*Task instructions*. Straight copy, no pictures: transcribe each entry as it stands.

(Stored data entries)
────────────────────────────────────────

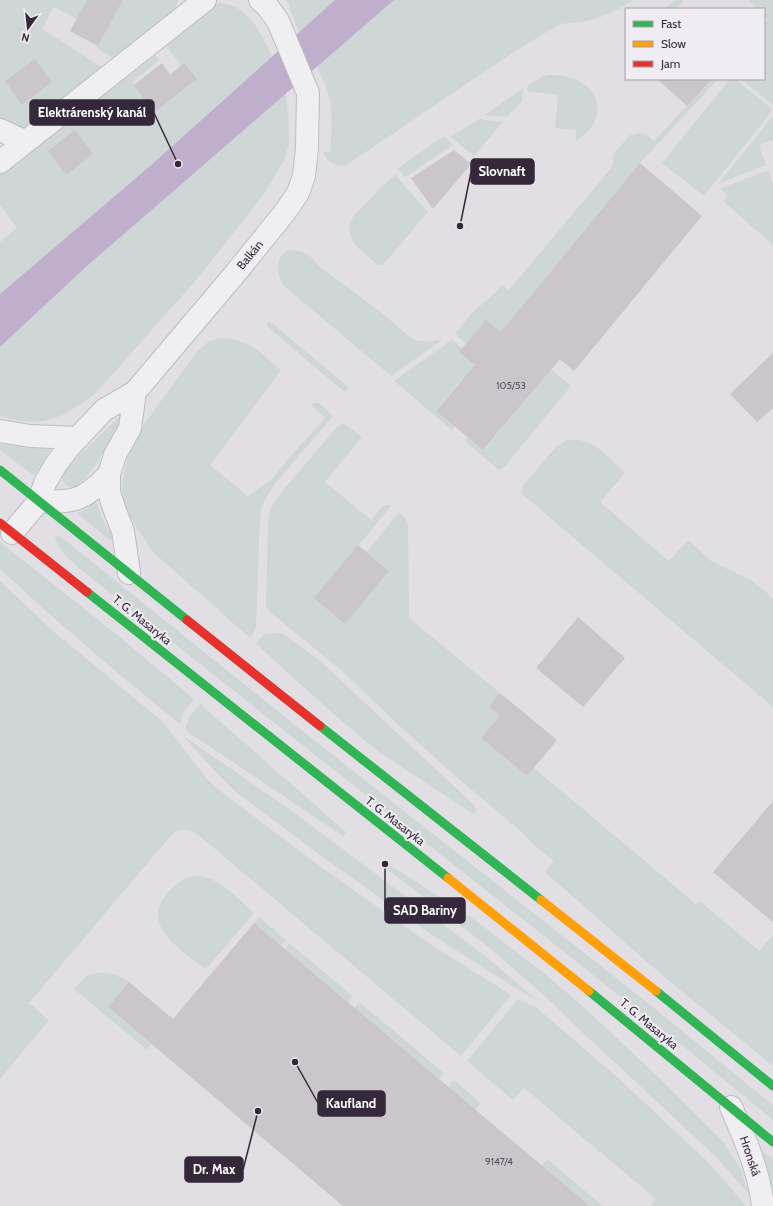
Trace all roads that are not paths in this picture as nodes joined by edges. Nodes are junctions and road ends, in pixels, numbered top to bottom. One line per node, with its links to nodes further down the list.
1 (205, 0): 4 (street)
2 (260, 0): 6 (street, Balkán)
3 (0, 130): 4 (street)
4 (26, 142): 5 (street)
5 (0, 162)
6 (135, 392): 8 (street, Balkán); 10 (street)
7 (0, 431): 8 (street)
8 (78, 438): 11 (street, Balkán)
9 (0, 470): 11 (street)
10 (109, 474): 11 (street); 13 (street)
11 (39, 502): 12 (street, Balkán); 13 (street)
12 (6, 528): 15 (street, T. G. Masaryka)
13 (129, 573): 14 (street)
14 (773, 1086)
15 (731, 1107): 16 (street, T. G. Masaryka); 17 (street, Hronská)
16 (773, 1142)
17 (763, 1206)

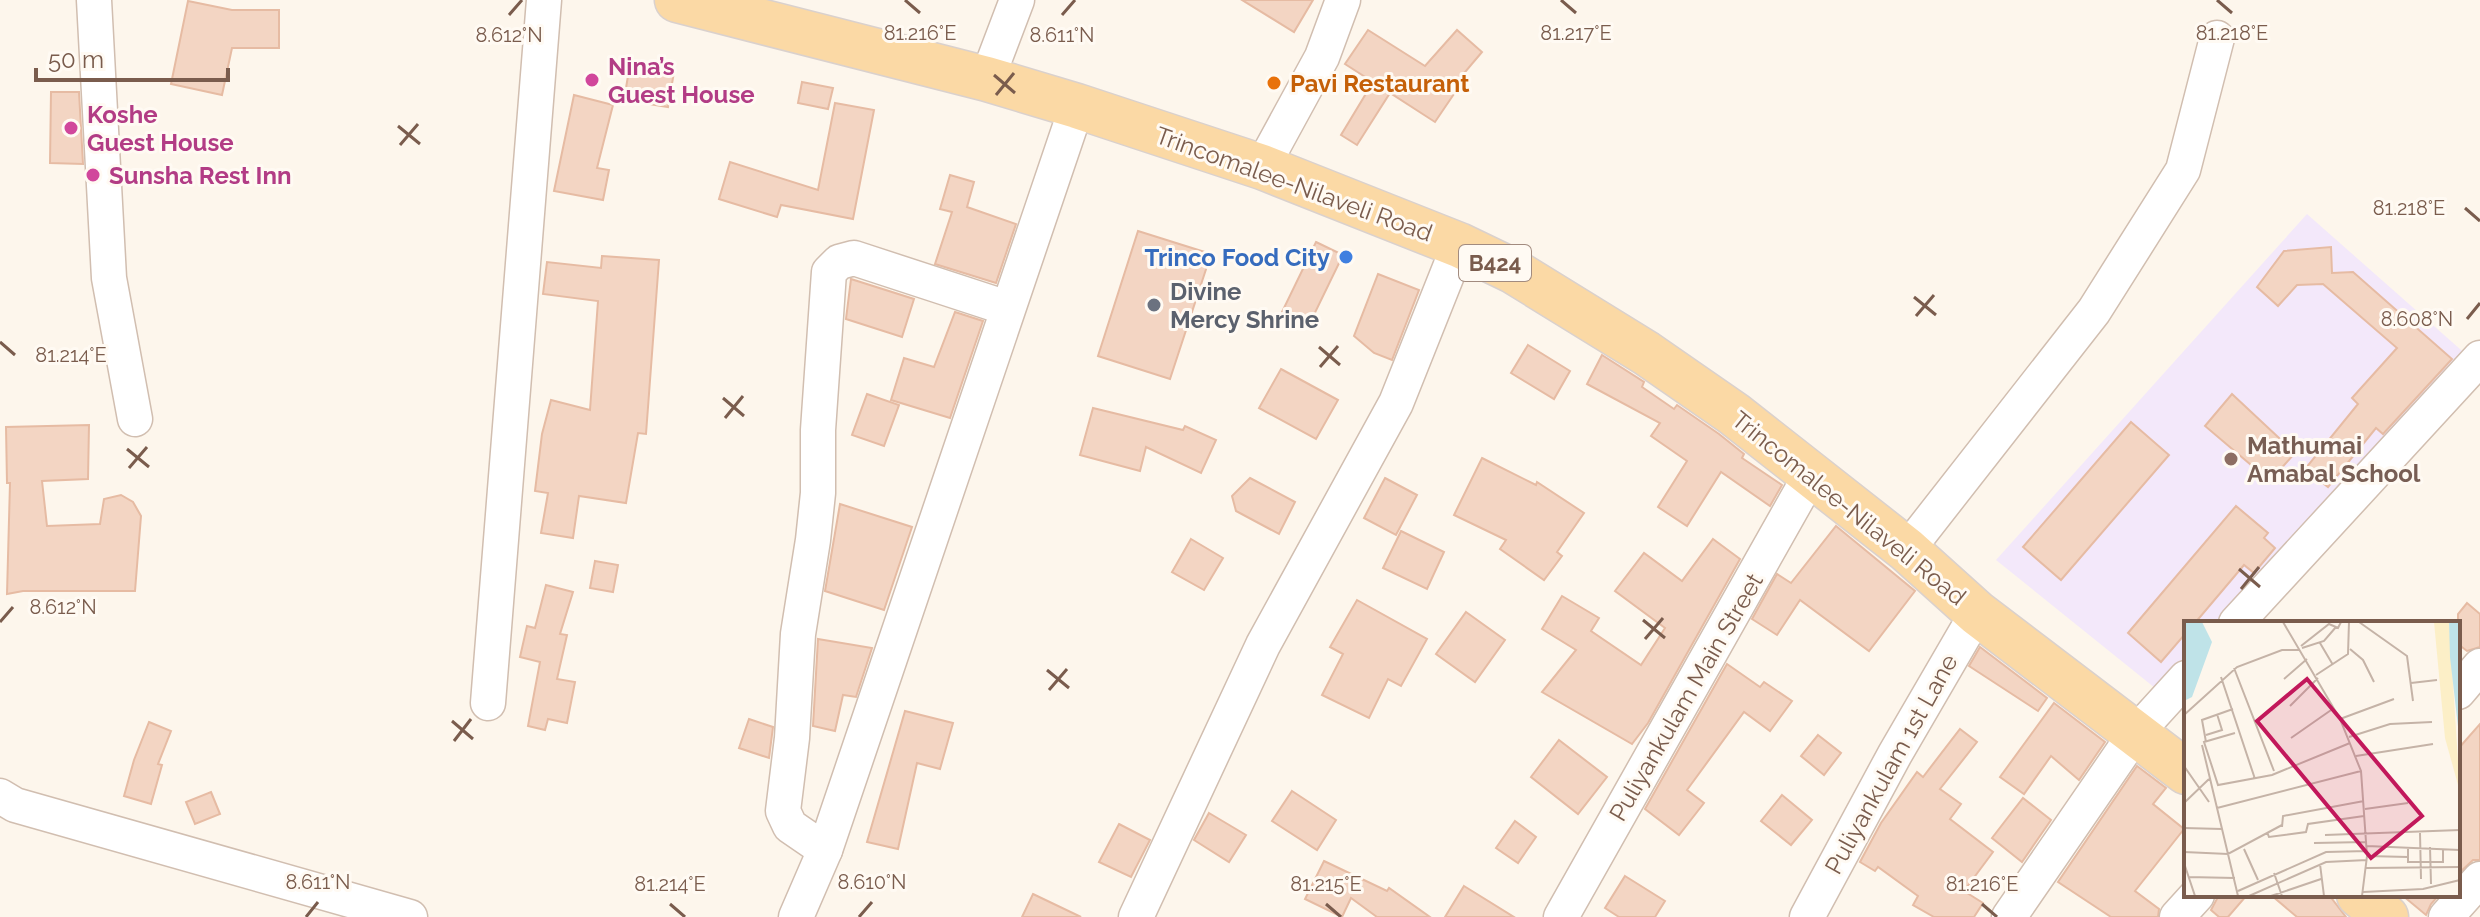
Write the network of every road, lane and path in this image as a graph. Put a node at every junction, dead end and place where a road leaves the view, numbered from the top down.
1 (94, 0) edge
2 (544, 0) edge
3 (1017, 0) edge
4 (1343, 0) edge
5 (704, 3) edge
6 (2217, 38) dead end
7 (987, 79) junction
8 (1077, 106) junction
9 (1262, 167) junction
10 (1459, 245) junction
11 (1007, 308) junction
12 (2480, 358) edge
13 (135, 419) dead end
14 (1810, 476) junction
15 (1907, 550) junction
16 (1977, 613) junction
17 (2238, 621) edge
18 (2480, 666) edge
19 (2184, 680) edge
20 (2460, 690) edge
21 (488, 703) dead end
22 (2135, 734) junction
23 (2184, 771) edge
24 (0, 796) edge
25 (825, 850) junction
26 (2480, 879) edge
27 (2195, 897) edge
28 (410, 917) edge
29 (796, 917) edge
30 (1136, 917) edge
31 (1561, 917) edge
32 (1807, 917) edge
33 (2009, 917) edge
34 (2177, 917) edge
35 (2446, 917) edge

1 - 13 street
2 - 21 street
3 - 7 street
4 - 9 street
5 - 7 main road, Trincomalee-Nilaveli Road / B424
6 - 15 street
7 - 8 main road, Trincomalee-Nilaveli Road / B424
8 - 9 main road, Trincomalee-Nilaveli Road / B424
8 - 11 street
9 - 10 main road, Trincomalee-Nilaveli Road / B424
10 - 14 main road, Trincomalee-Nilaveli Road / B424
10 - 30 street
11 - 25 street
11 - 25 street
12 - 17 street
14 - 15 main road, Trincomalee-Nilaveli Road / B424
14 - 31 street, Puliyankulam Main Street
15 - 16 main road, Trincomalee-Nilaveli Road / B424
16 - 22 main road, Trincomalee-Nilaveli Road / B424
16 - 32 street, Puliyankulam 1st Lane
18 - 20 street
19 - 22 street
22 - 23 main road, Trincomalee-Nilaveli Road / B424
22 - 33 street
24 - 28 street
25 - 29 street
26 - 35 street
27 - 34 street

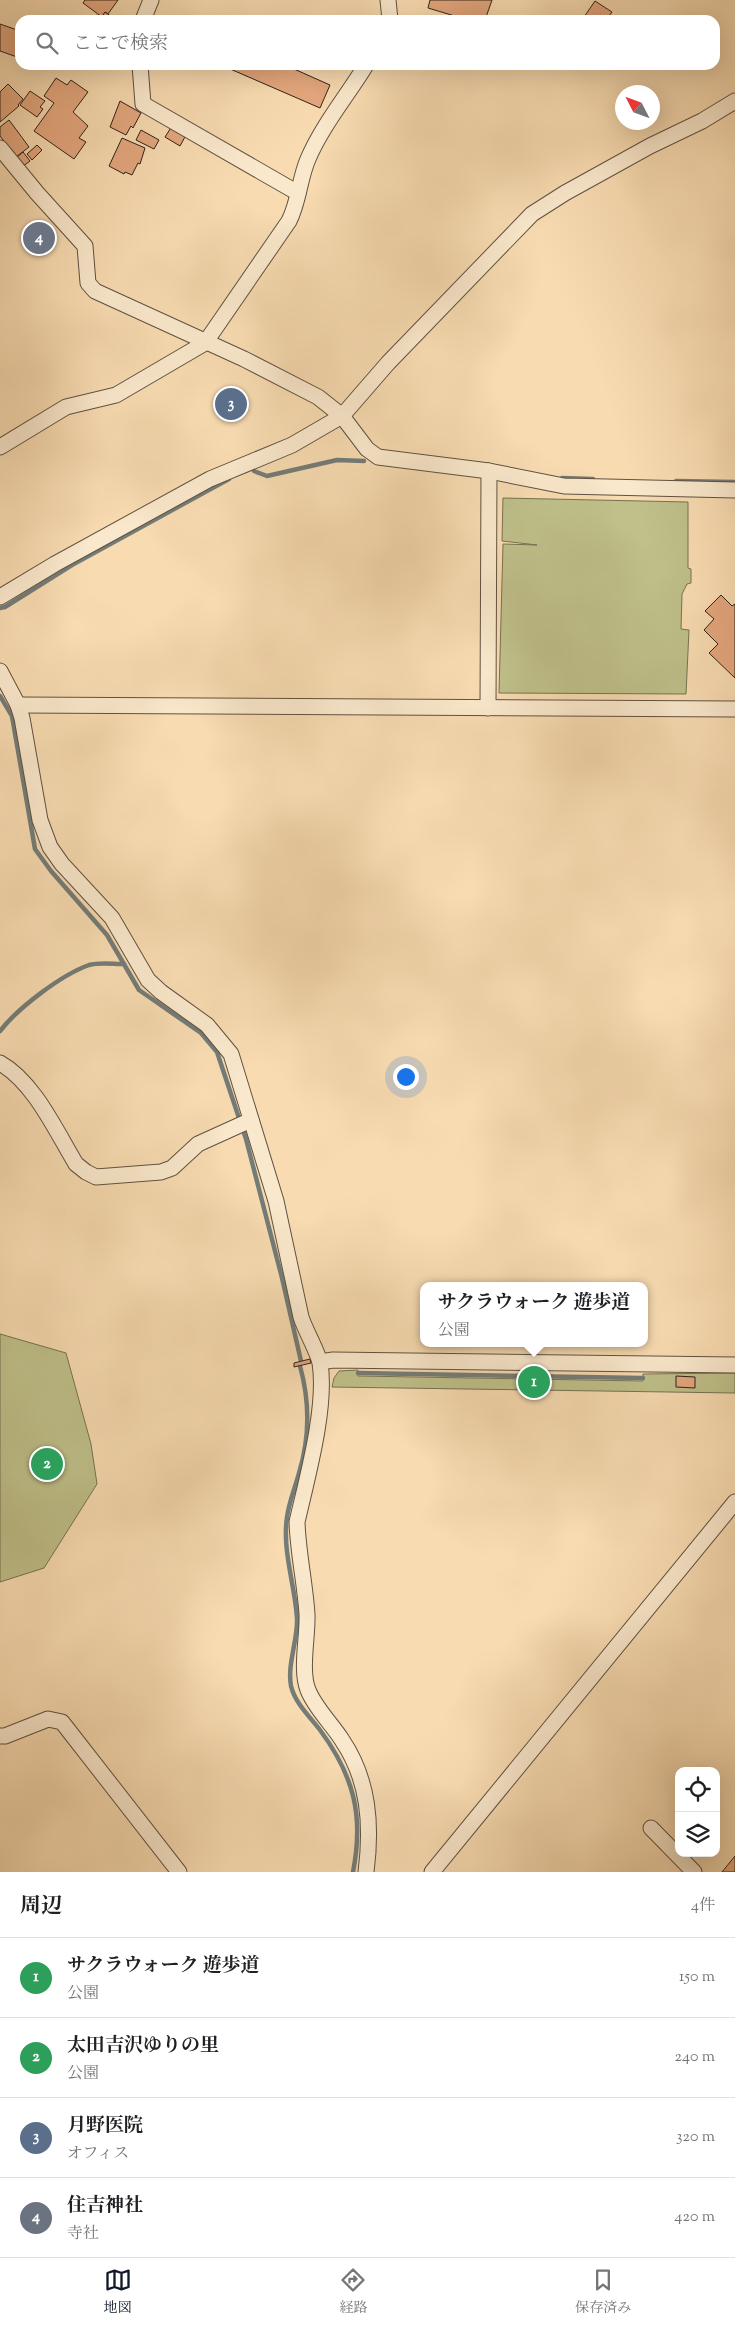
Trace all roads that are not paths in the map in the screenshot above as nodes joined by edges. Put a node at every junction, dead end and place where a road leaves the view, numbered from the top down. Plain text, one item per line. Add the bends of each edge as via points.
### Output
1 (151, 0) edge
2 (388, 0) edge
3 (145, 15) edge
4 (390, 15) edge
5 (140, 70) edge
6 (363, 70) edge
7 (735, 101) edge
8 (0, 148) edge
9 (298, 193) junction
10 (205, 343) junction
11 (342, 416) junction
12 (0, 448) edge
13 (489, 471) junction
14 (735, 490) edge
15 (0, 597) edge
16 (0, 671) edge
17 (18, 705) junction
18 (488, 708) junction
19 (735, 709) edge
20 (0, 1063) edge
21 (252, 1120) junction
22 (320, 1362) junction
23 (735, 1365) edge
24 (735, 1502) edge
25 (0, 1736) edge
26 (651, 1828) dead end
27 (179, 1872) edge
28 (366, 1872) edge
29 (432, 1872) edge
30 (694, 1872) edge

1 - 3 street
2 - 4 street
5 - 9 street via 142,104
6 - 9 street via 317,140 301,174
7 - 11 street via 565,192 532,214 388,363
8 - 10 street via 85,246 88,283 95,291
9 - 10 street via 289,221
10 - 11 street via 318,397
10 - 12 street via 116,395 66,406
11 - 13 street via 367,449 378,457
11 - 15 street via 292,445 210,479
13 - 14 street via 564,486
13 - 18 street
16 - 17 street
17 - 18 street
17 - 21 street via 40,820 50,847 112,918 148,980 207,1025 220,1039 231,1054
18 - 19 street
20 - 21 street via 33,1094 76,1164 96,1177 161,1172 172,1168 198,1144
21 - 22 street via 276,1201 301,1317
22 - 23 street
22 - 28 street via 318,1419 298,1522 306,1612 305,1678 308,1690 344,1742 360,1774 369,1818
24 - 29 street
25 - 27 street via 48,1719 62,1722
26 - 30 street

────────────────────────────────────────

*Task solution*.
Trace all roads that are not paths in this picture as nodes joined by edges. Nodes are junctions and road ends, in pixels, numbered top to bottom. One line per node, with its links to nodes further down the list.
1 (205, 0): 4 (street)
2 (260, 0): 6 (street, Balkán)
3 (0, 130): 4 (street)
4 (26, 142): 5 (street)
5 (0, 162)
6 (135, 392): 8 (street, Balkán); 10 (street)
7 (0, 431): 8 (street)
8 (78, 438): 11 (street, Balkán)
9 (0, 470): 11 (street)
10 (109, 474): 11 (street); 13 (street)
11 (39, 502): 12 (street, Balkán); 13 (street)
12 (6, 528): 15 (street, T. G. Masaryka)
13 (129, 573): 14 (street)
14 (773, 1086)
15 (731, 1107): 16 (street, T. G. Masaryka); 17 (street, Hronská)
16 (773, 1142)
17 (763, 1206)

Write the network of every road, lane and path in this image as a graph. Put a node at every junction, dead end and place where a road leaves the view, numbered from the top down.
1 (94, 0) edge
2 (544, 0) edge
3 (1017, 0) edge
4 (1343, 0) edge
5 (704, 3) edge
6 (2217, 38) dead end
7 (987, 79) junction
8 (1077, 106) junction
9 (1262, 167) junction
10 (1459, 245) junction
11 (1007, 308) junction
12 (2480, 358) edge
13 (135, 419) dead end
14 (1810, 476) junction
15 (1907, 550) junction
16 (1977, 613) junction
17 (2238, 621) edge
18 (2480, 666) edge
19 (2184, 680) edge
20 (2460, 690) edge
21 (488, 703) dead end
22 (2135, 734) junction
23 (2184, 771) edge
24 (0, 796) edge
25 (825, 850) junction
26 (2480, 879) edge
27 (2195, 897) edge
28 (410, 917) edge
29 (796, 917) edge
30 (1136, 917) edge
31 (1561, 917) edge
32 (1807, 917) edge
33 (2009, 917) edge
34 (2177, 917) edge
35 (2446, 917) edge

1 - 13 street
2 - 21 street
3 - 7 street
4 - 9 street
5 - 7 main road, Trincomalee-Nilaveli Road / B424
6 - 15 street
7 - 8 main road, Trincomalee-Nilaveli Road / B424
8 - 9 main road, Trincomalee-Nilaveli Road / B424
8 - 11 street
9 - 10 main road, Trincomalee-Nilaveli Road / B424
10 - 14 main road, Trincomalee-Nilaveli Road / B424
10 - 30 street
11 - 25 street
11 - 25 street
12 - 17 street
14 - 15 main road, Trincomalee-Nilaveli Road / B424
14 - 31 street, Puliyankulam Main Street
15 - 16 main road, Trincomalee-Nilaveli Road / B424
16 - 22 main road, Trincomalee-Nilaveli Road / B424
16 - 32 street, Puliyankulam 1st Lane
18 - 20 street
19 - 22 street
22 - 23 main road, Trincomalee-Nilaveli Road / B424
22 - 33 street
24 - 28 street
25 - 29 street
26 - 35 street
27 - 34 street

Trace all roads that are not paths in the map in the screenshot above as nodes joined by edges. Put a node at every junction, dead end and place where a road leaves the view, numbered from the top down. Plain text, one item per line. Add the bends of each edge as via points.
### Output
1 (151, 0) edge
2 (388, 0) edge
3 (145, 15) edge
4 (390, 15) edge
5 (140, 70) edge
6 (363, 70) edge
7 (735, 101) edge
8 (0, 148) edge
9 (298, 193) junction
10 (205, 343) junction
11 (342, 416) junction
12 (0, 448) edge
13 (489, 471) junction
14 (735, 490) edge
15 (0, 597) edge
16 (0, 671) edge
17 (18, 705) junction
18 (488, 708) junction
19 (735, 709) edge
20 (0, 1063) edge
21 (252, 1120) junction
22 (320, 1362) junction
23 (735, 1365) edge
24 (735, 1502) edge
25 (0, 1736) edge
26 (651, 1828) dead end
27 (179, 1872) edge
28 (366, 1872) edge
29 (432, 1872) edge
30 (694, 1872) edge

1 - 3 street
2 - 4 street
5 - 9 street via 142,104
6 - 9 street via 317,140 301,174
7 - 11 street via 565,192 532,214 388,363
8 - 10 street via 85,246 88,283 95,291
9 - 10 street via 289,221
10 - 11 street via 318,397
10 - 12 street via 116,395 66,406
11 - 13 street via 367,449 378,457
11 - 15 street via 292,445 210,479
13 - 14 street via 564,486
13 - 18 street
16 - 17 street
17 - 18 street
17 - 21 street via 40,820 50,847 112,918 148,980 207,1025 220,1039 231,1054
18 - 19 street
20 - 21 street via 33,1094 76,1164 96,1177 161,1172 172,1168 198,1144
21 - 22 street via 276,1201 301,1317
22 - 23 street
22 - 28 street via 318,1419 298,1522 306,1612 305,1678 308,1690 344,1742 360,1774 369,1818
24 - 29 street
25 - 27 street via 48,1719 62,1722
26 - 30 street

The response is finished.